Each line that includes "junction" must be copied from the records.

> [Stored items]
________

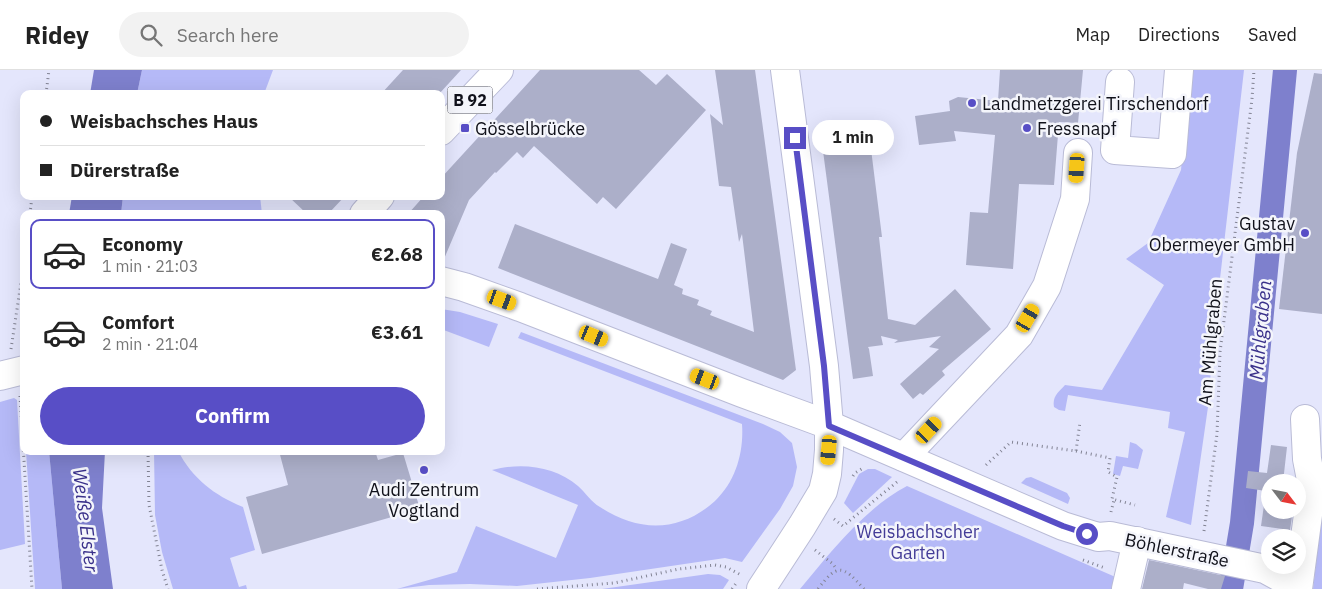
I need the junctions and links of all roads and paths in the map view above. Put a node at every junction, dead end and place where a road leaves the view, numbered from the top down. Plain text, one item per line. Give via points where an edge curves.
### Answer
1 (49, 70) edge
2 (498, 70) edge
3 (785, 70) edge
4 (1179, 70) edge
5 (1254, 70) edge
6 (1120, 82) dead end
7 (46, 90) edge
8 (445, 127) edge
9 (1078, 152) dead end
10 (376, 200) edge
11 (368, 210) edge
12 (445, 282) edge
13 (20, 292) edge
14 (19, 299) dead end
15 (16, 377) edge
16 (1305, 419) dead end
17 (1080, 422) dead end
18 (829, 426) junction
19 (20, 430) edge
20 (1076, 451) junction
21 (22, 455) edge
22 (148, 455) edge
23 (870, 466) dead end
24 (903, 467) junction
25 (988, 468) dead end
26 (851, 480) dead end
27 (1135, 505) dead end
28 (837, 512) dead end
29 (1137, 541) junction
30 (814, 550) dead end
31 (1200, 556) junction
32 (746, 567) dead end
33 (837, 570) junction
34 (32, 589) edge
35 (168, 589) edge
36 (537, 589) edge
37 (761, 589) edge
38 (818, 589) edge
39 (864, 589) edge
40 (1126, 589) edge
41 (1294, 589) edge
42 (1298, 589) edge

1 - 7 path
2 - 8 street, B 92
3 - 18 street
4 - 6 street via 1172,154 1114,150
5 - 31 path, Am Mühlgraben via 1220,352 1217,434
9 - 24 street via 1075,199 1048,286 1019,335
10 - 11 street
12 - 18 street, Böhlerstraße via 520,307
13 - 14 path
15 - 19 path
16 - 42 street via 1312,485
17 - 20 path
18 - 24 street, Böhlerstraße
18 - 37 street via 823,491
20 - 25 path via 1011,442 986,466
20 - 27 path via 1110,458 1108,472 1117,477 1112,498
21 - 34 path
22 - 35 path via 149,505
23 - 26 path via 854,473
24 - 28 path via 843,526 834,519
24 - 29 street, Böhlerstraße via 1063,526 1098,537
29 - 31 street, Böhlerstraße
29 - 40 street
30 - 33 path
31 - 41 street, Böhlerstraße via 1266,570 1287,581
32 - 36 path via 741,575 715,565 614,583
33 - 38 path
33 - 39 path via 851,576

________

> [Final answer]
I need the junctions and links of all roads and paths in the map view above. Put a node at every junction, dead end and place where a road leaves the view, numbered from the top down. Plain text, one item per line. Give via points where an edge curves.
18 (829, 426) junction
20 (1076, 451) junction
24 (903, 467) junction
29 (1137, 541) junction
31 (1200, 556) junction
33 (837, 570) junction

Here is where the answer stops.